(Data extracted from a collection)
*** Begin section ***

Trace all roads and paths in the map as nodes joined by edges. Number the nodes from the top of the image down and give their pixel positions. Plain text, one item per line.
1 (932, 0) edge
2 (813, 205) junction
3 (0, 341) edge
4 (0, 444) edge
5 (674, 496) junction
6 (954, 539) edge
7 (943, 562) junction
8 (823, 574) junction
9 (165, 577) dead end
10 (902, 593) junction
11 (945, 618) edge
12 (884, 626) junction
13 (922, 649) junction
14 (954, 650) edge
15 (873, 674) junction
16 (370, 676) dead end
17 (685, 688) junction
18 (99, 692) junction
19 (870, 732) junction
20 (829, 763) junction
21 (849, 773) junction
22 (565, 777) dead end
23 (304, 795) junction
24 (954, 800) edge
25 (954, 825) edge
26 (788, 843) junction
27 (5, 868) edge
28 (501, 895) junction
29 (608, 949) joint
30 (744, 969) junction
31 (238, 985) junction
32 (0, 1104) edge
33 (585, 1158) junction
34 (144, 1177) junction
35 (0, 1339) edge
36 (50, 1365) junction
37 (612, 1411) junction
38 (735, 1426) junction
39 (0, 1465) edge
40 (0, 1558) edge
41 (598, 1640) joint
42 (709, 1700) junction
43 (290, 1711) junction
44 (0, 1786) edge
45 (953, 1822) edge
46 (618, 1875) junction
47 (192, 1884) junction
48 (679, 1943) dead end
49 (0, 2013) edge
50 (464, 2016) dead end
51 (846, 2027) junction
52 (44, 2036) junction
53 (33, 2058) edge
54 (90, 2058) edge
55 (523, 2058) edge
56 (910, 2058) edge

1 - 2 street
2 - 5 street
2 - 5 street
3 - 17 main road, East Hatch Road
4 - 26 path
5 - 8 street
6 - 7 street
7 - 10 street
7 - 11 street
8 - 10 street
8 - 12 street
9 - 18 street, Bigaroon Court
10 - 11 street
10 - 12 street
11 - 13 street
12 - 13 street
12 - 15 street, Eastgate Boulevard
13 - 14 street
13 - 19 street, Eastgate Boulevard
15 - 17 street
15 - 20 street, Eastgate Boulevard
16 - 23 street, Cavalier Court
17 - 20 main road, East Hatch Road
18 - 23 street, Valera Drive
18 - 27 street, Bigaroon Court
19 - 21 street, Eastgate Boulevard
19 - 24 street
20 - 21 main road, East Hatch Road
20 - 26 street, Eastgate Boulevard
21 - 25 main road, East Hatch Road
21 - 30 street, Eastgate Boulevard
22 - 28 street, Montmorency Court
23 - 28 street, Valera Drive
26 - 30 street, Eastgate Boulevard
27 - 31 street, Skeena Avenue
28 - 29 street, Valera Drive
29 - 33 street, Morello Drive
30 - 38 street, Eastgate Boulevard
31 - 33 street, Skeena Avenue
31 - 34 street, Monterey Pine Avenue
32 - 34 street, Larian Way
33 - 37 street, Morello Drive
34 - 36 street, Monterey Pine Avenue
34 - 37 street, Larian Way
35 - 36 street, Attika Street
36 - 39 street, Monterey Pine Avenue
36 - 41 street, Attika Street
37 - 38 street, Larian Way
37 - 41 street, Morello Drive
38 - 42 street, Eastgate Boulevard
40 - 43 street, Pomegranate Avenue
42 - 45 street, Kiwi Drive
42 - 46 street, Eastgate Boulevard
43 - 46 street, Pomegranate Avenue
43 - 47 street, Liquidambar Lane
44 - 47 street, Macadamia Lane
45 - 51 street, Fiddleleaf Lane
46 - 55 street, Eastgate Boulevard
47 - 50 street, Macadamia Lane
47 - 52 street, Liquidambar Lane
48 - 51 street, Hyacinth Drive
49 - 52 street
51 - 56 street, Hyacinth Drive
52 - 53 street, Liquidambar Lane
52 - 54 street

*** End section ***

Find the string "dead" in the data. Report each line it appears in.

* [EXPECTED OUTPUT]:
9 (165, 577) dead end
16 (370, 676) dead end
22 (565, 777) dead end
48 (679, 1943) dead end
50 (464, 2016) dead end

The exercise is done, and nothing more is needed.